**Assigned task**
The expected output is a copy of every line in the records with the string "graph".

[Input data]

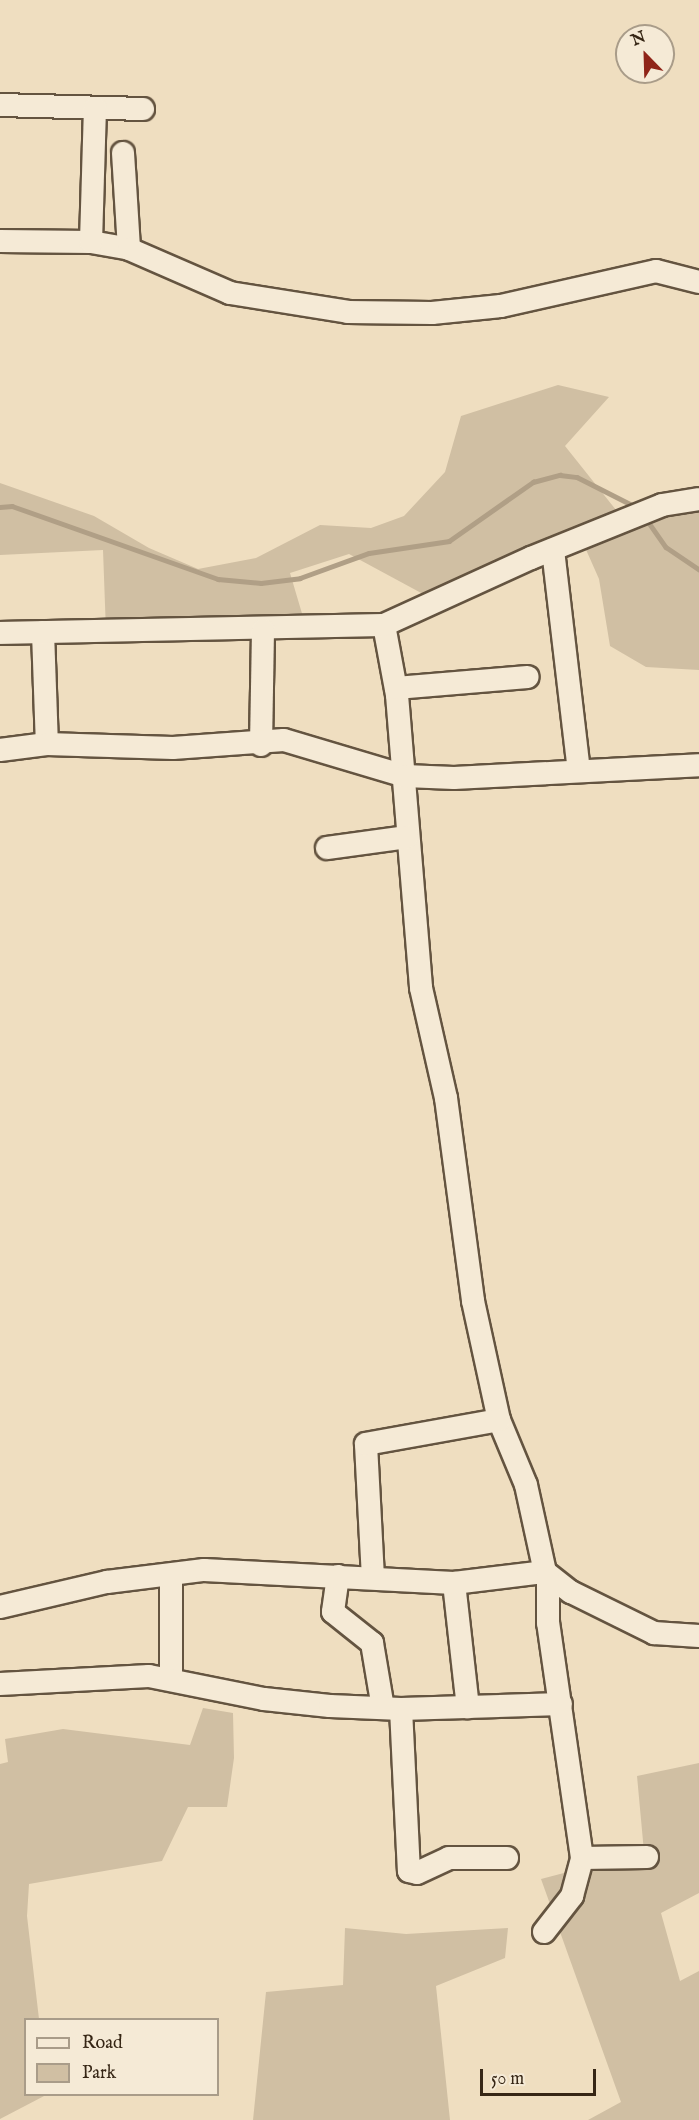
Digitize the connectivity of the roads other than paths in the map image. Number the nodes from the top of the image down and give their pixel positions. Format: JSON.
{"nodes":[{"id":1,"x":0,"y":105,"type":"edge"},
{"id":2,"x":95,"y":108,"type":"junction"},
{"id":3,"x":143,"y":110,"type":"dead end"},
{"id":4,"x":123,"y":153,"type":"dead end"},
{"id":5,"x":0,"y":241,"type":"edge"},
{"id":6,"x":91,"y":243,"type":"junction"},
{"id":7,"x":129,"y":249,"type":"junction"},
{"id":8,"x":699,"y":282,"type":"edge"},
{"id":9,"x":699,"y":499,"type":"edge"},
{"id":10,"x":553,"y":550,"type":"junction"},
{"id":11,"x":384,"y":625,"type":"junction"},
{"id":12,"x":263,"y":630,"type":"junction"},
{"id":13,"x":43,"y":632,"type":"junction"},
{"id":14,"x":0,"y":633,"type":"edge"},
{"id":15,"x":528,"y":677,"type":"dead end"},
{"id":16,"x":396,"y":688,"type":"junction"},
{"id":17,"x":47,"y":744,"type":"junction"},
{"id":18,"x":261,"y":745,"type":"junction"},
{"id":19,"x":0,"y":750,"type":"edge"},
{"id":20,"x":699,"y":765,"type":"edge"},
{"id":21,"x":579,"y":770,"type":"junction"},
{"id":22,"x":405,"y":776,"type":"junction"},
{"id":23,"x":407,"y":837,"type":"junction"},
{"id":24,"x":327,"y":848,"type":"dead end"},
{"id":25,"x":499,"y":1420,"type":"junction"},
{"id":26,"x":171,"y":1575,"type":"junction"},
{"id":27,"x":547,"y":1575,"type":"junction"},
{"id":28,"x":338,"y":1576,"type":"junction"},
{"id":29,"x":373,"y":1578,"type":"junction"},
{"id":30,"x":454,"y":1583,"type":"junction"},
{"id":31,"x":0,"y":1607,"type":"edge"},
{"id":32,"x":699,"y":1636,"type":"edge"},
{"id":33,"x":171,"y":1679,"type":"junction"},
{"id":34,"x":0,"y":1684,"type":"edge"},
{"id":35,"x":561,"y":1704,"type":"junction"},
{"id":36,"x":468,"y":1707,"type":"junction"},
{"id":37,"x":392,"y":1708,"type":"junction"},
{"id":38,"x":647,"y":1857,"type":"dead end"},
{"id":39,"x":507,"y":1858,"type":"dead end"},
{"id":40,"x":582,"y":1858,"type":"junction"},
{"id":41,"x":544,"y":1932,"type":"dead end"}],
"edges":[{"from":1,"to":2,"type":"street"},
{"from":2,"to":3,"type":"street"},
{"from":2,"to":6,"type":"street"},
{"from":4,"to":7,"type":"street"},
{"from":5,"to":6,"type":"street"},
{"from":6,"to":7,"type":"street"},
{"from":7,"to":8,"type":"street"},
{"from":9,"to":10,"type":"street"},
{"from":10,"to":11,"type":"street"},
{"from":10,"to":21,"type":"street"},
{"from":11,"to":12,"type":"street"},
{"from":11,"to":16,"type":"street"},
{"from":12,"to":13,"type":"street"},
{"from":12,"to":18,"type":"street"},
{"from":13,"to":14,"type":"street"},
{"from":13,"to":17,"type":"street"},
{"from":15,"to":16,"type":"street"},
{"from":16,"to":22,"type":"street"},
{"from":17,"to":18,"type":"street"},
{"from":17,"to":19,"type":"street"},
{"from":18,"to":22,"type":"street"},
{"from":20,"to":21,"type":"street"},
{"from":21,"to":22,"type":"street"},
{"from":22,"to":23,"type":"street"},
{"from":23,"to":24,"type":"street"},
{"from":23,"to":25,"type":"street"},
{"from":25,"to":27,"type":"street"},
{"from":25,"to":29,"type":"street"},
{"from":26,"to":28,"type":"street"},
{"from":26,"to":31,"type":"street"},
{"from":26,"to":33,"type":"street"},
{"from":27,"to":30,"type":"street"},
{"from":27,"to":32,"type":"street"},
{"from":27,"to":35,"type":"street"},
{"from":28,"to":29,"type":"street"},
{"from":28,"to":37,"type":"street"},
{"from":29,"to":30,"type":"street"},
{"from":30,"to":36,"type":"street"},
{"from":33,"to":34,"type":"street"},
{"from":33,"to":37,"type":"street"},
{"from":35,"to":36,"type":"street"},
{"from":35,"to":40,"type":"street"},
{"from":36,"to":37,"type":"street"},
{"from":37,"to":39,"type":"street"},
{"from":38,"to":40,"type":"street"},
{"from":40,"to":41,"type":"street"}]}
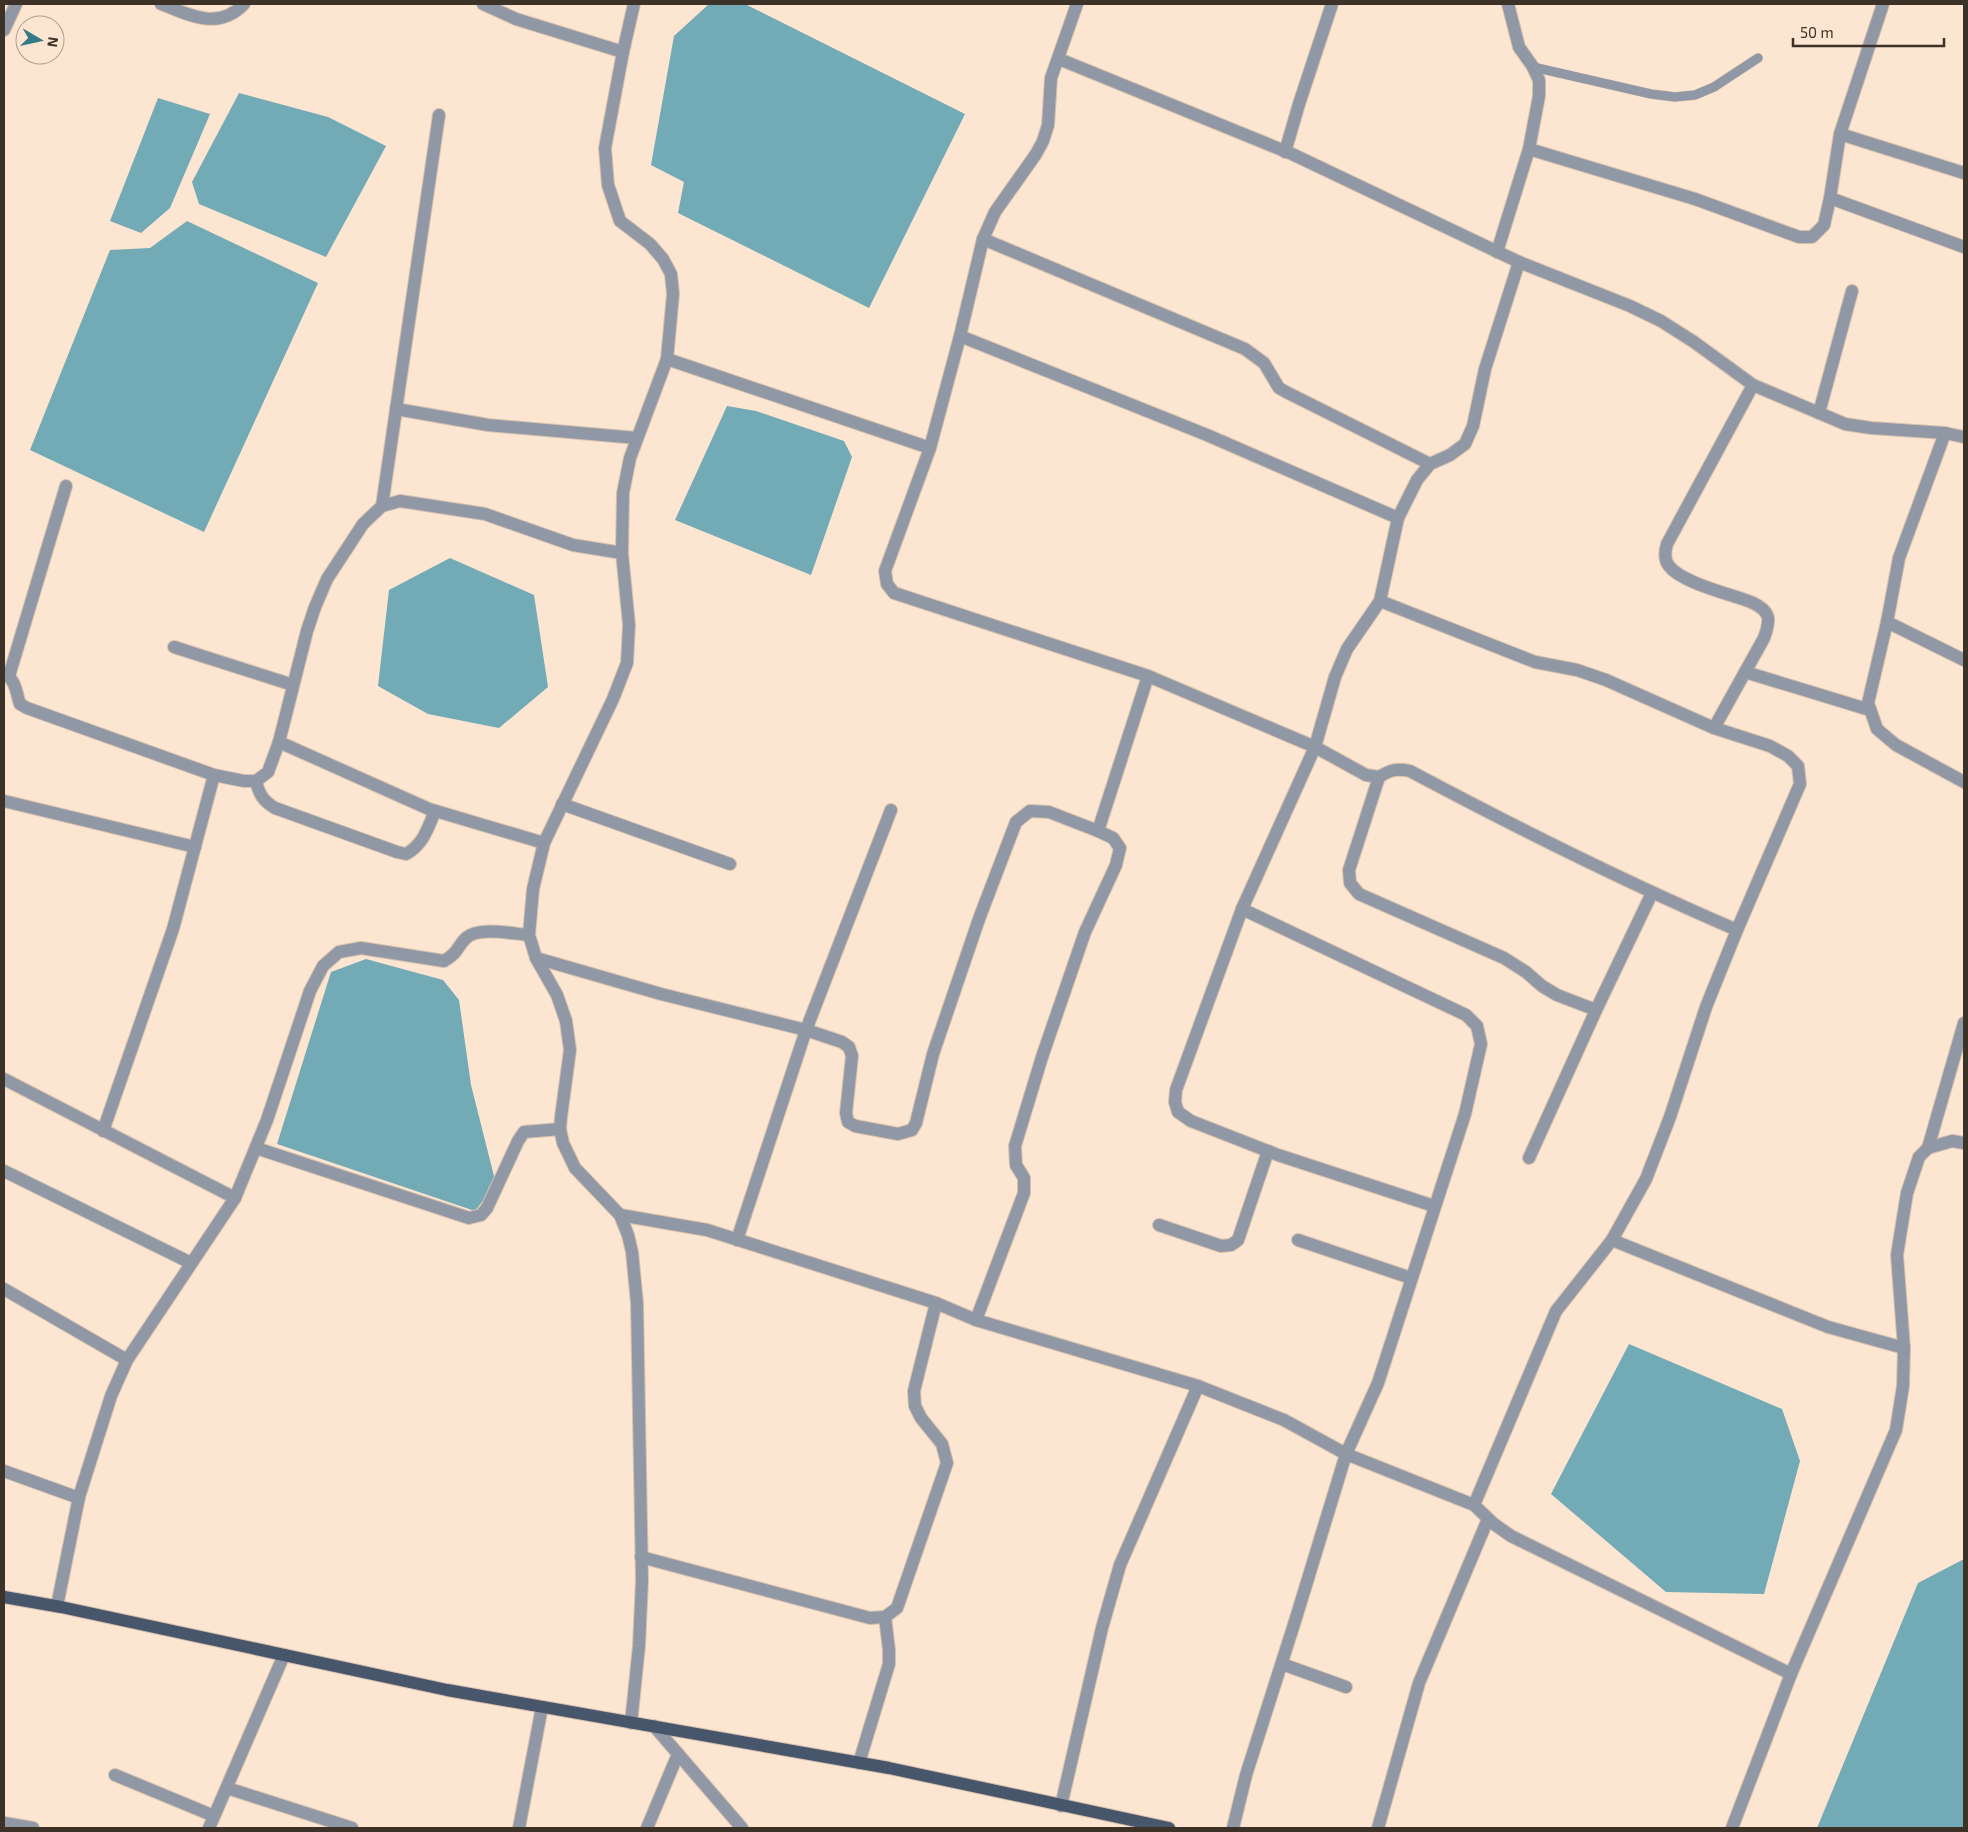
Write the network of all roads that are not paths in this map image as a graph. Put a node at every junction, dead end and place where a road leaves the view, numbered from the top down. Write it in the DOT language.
graph roads {
  1 [pos="16,4"];
  2 [pos="161,4"];
  3 [pos="244,4"];
  4 [pos="483,4"];
  5 [pos="634,4"];
  6 [pos="1077,4"];
  7 [pos="1332,4"];
  8 [pos="1508,4"];
  9 [pos="1883,4"];
  10 [pos="4,30"];
  11 [pos="623,52"];
  12 [pos="1758,58"];
  13 [pos="1059,59"];
  14 [pos="1534,67"];
  15 [pos="439,116"];
  16 [pos="1840,134"];
  17 [pos="1529,149"];
  18 [pos="1285,152"];
  19 [pos="1964,173"];
  20 [pos="1830,198"];
  21 [pos="982,239"];
  22 [pos="1964,248"];
  23 [pos="1497,252"];
  24 [pos="1519,262"];
  25 [pos="1852,291"];
  26 [pos="960,336"];
  27 [pos="667,359"];
  28 [pos="1753,385"];
  29 [pos="396,409"];
  30 [pos="1819,414"];
  31 [pos="1944,433"];
  32 [pos="1964,437"];
  33 [pos="638,438"];
  34 [pos="930,448"];
  35 [pos="1430,464"];
  36 [pos="66,486"];
  37 [pos="382,506"];
  38 [pos="1398,518"];
  39 [pos="622,552"];
  40 [pos="1380,601"];
  41 [pos="1887,622"];
  42 [pos="174,646"];
  43 [pos="1964,660"];
  44 [pos="1745,672"];
  45 [pos="6,675"];
  46 [pos="1148,676"];
  47 [pos="293,685"];
  48 [pos="1870,710"];
  49 [pos="1714,728"];
  50 [pos="278,742"];
  51 [pos="1315,748"];
  52 [pos="214,775"];
  53 [pos="1379,777"];
  54 [pos="256,781"];
  55 [pos="1964,782"];
  56 [pos="4,801"];
  57 [pos="562,804"];
  58 [pos="891,810"];
  59 [pos="435,811"];
  60 [pos="1098,831"];
  61 [pos="544,843"];
  62 [pos="195,847"];
  63 [pos="730,864"];
  64 [pos="1652,893"];
  65 [pos="1242,909"];
  66 [pos="1737,930"];
  67 [pos="529,935"];
  68 [pos="536,958"];
  69 [pos="1596,1010"];
  70 [pos="1964,1023"];
  71 [pos="806,1030"];
  72 [pos="4,1079"];
  73 [pos="560,1129"];
  74 [pos="103,1131"];
  75 [pos="1964,1143"];
  76 [pos="256,1148"];
  77 [pos="1928,1148"];
  78 [pos="1268,1152"];
  79 [pos="1529,1158"];
  80 [pos="4,1171"];
  81 [pos="236,1198"];
  82 [pos="1434,1206"];
  83 [pos="620,1215"];
  84 [pos="1159,1226"];
  85 [pos="737,1240"];
  86 [pos="1298,1240"];
  87 [pos="1612,1240"];
  88 [pos="191,1263"];
  89 [pos="1411,1278"];
  90 [pos="4,1290"];
  91 [pos="936,1303"];
  92 [pos="976,1320"];
  93 [pos="1904,1348"];
  94 [pos="126,1360"];
  95 [pos="1198,1386"];
  96 [pos="1346,1454"];
  97 [pos="4,1471"];
  98 [pos="79,1498"];
  99 [pos="1474,1505"];
  100 [pos="1488,1519"];
  101 [pos="641,1557"];
  102 [pos="4,1597"];
  103 [pos="57,1606"];
  104 [pos="885,1617"];
  105 [pos="284,1655"];
  106 [pos="1282,1664"];
  107 [pos="1791,1674"];
  108 [pos="1346,1687"];
  109 [pos="542,1707"];
  110 [pos="631,1722"];
  111 [pos="654,1726"];
  112 [pos="678,1754"];
  113 [pos="859,1763"];
  114 [pos="115,1775"];
  115 [pos="226,1788"];
  116 [pos="1061,1806"];
  117 [pos="211,1822"];
  118 [pos="4,1823"];
  119 [pos="33,1828"];
  120 [pos="352,1828"];
  121 [pos="519,1828"];
  122 [pos="647,1828"];
  123 [pos="742,1828"];
  124 [pos="1170,1828"];
  125 [pos="1233,1828"];
  126 [pos="1378,1828"];
  127 [pos="1732,1828"];
  1 -- 10 [label="street"];
  2 -- 3 [label="street"];
  4 -- 11 [label="street"];
  5 -- 11 [label="street"];
  6 -- 13 [label="street"];
  7 -- 18 [label="street"];
  8 -- 14 [label="street"];
  9 -- 16 [label="street"];
  11 -- 27 [label="street"];
  12 -- 14 [label="lane"];
  13 -- 18 [label="street"];
  13 -- 21 [label="street"];
  14 -- 17 [label="street"];
  15 -- 29 [label="street"];
  16 -- 19 [label="street"];
  16 -- 20 [label="street"];
  17 -- 20 [label="street"];
  17 -- 23 [label="street"];
  18 -- 23 [label="street"];
  20 -- 22 [label="street"];
  21 -- 26 [label="street"];
  21 -- 35 [label="street"];
  23 -- 24 [label="street"];
  24 -- 28 [label="street"];
  24 -- 35 [label="street"];
  25 -- 30 [label="street"];
  26 -- 34 [label="street"];
  26 -- 38 [label="street"];
  27 -- 33 [label="street"];
  27 -- 34 [label="street"];
  28 -- 30 [label="street"];
  28 -- 44 [label="street"];
  29 -- 33 [label="street"];
  29 -- 37 [label="street"];
  30 -- 31 [label="street"];
  31 -- 32 [label="street"];
  31 -- 41 [label="street"];
  33 -- 39 [label="street"];
  34 -- 46 [label="street"];
  35 -- 38 [label="street"];
  36 -- 45 [label="street"];
  37 -- 39 [label="street"];
  37 -- 47 [label="street"];
  38 -- 40 [label="street"];
  39 -- 57 [label="street"];
  40 -- 49 [label="street"];
  40 -- 51 [label="street"];
  41 -- 43 [label="street"];
  41 -- 48 [label="street"];
  42 -- 47 [label="street"];
  44 -- 48 [label="street"];
  44 -- 49 [label="street"];
  45 -- 52 [label="street"];
  46 -- 51 [label="street"];
  46 -- 60 [label="street"];
  47 -- 50 [label="street"];
  48 -- 55 [label="street"];
  49 -- 66 [label="street"];
  50 -- 54 [label="street"];
  50 -- 59 [label="street"];
  51 -- 53 [label="street"];
  51 -- 65 [label="street"];
  52 -- 54 [label="street"];
  52 -- 62 [label="street"];
  53 -- 64 [label="street"];
  53 -- 69 [label="street"];
  54 -- 59 [label="street"];
  56 -- 62 [label="street"];
  57 -- 61 [label="street"];
  57 -- 63 [label="street"];
  58 -- 71 [label="street"];
  59 -- 61 [label="street"];
  60 -- 71 [label="street"];
  60 -- 92 [label="street"];
  61 -- 67 [label="street"];
  62 -- 74 [label="street"];
  64 -- 66 [label="street"];
  64 -- 69 [label="street"];
  65 -- 78 [label="street"];
  65 -- 82 [label="street"];
  66 -- 87 [label="street"];
  67 -- 68 [label="street"];
  67 -- 76 [label="street"];
  68 -- 71 [label="street"];
  68 -- 73 [label="street"];
  69 -- 79 [label="street"];
  70 -- 77 [label="street"];
  71 -- 85 [label="street"];
  72 -- 74 [label="street"];
  73 -- 76 [label="street"];
  73 -- 83 [label="street"];
  74 -- 81 [label="street"];
  75 -- 77 [label="street"];
  76 -- 81 [label="street"];
  77 -- 93 [label="street"];
  78 -- 82 [label="street"];
  78 -- 84 [label="street"];
  80 -- 88 [label="street"];
  81 -- 88 [label="street"];
  82 -- 89 [label="street"];
  83 -- 85 [label="street"];
  83 -- 101 [label="street"];
  85 -- 91 [label="street"];
  86 -- 89 [label="street"];
  87 -- 93 [label="street"];
  87 -- 99 [label="street"];
  88 -- 94 [label="street"];
  89 -- 96 [label="street"];
  90 -- 94 [label="street"];
  91 -- 92 [label="street"];
  91 -- 104 [label="street"];
  92 -- 95 [label="street"];
  93 -- 107 [label="street"];
  94 -- 98 [label="street"];
  95 -- 96 [label="street"];
  95 -- 116 [label="street"];
  96 -- 99 [label="street"];
  96 -- 106 [label="street"];
  97 -- 98 [label="street"];
  98 -- 103 [label="street"];
  99 -- 100 [label="street"];
  100 -- 107 [label="street"];
  100 -- 126 [label="street"];
  101 -- 104 [label="street"];
  101 -- 110 [label="street"];
  102 -- 103 [label="main road"];
  103 -- 105 [label="main road"];
  104 -- 113 [label="street"];
  105 -- 109 [label="main road"];
  105 -- 115 [label="street"];
  106 -- 108 [label="street"];
  106 -- 125 [label="street"];
  107 -- 127 [label="street"];
  109 -- 110 [label="main road"];
  109 -- 121 [label="street"];
  110 -- 111 [label="main road"];
  111 -- 112 [label="street"];
  111 -- 113 [label="main road"];
  112 -- 122 [label="street"];
  112 -- 123 [label="street"];
  113 -- 116 [label="main road"];
  114 -- 117 [label="street"];
  115 -- 117 [label="street"];
  115 -- 120 [label="street"];
  116 -- 124 [label="main road"];
  118 -- 119 [label="street"];
}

[/Input data]

**Solution to this problem**
Write the network of all roads that are not paths in this map image as a graph. Put a node at every junction, dead end and place where a road leaves the view, numbered from the top down. Write it in the DOT language.
graph roads {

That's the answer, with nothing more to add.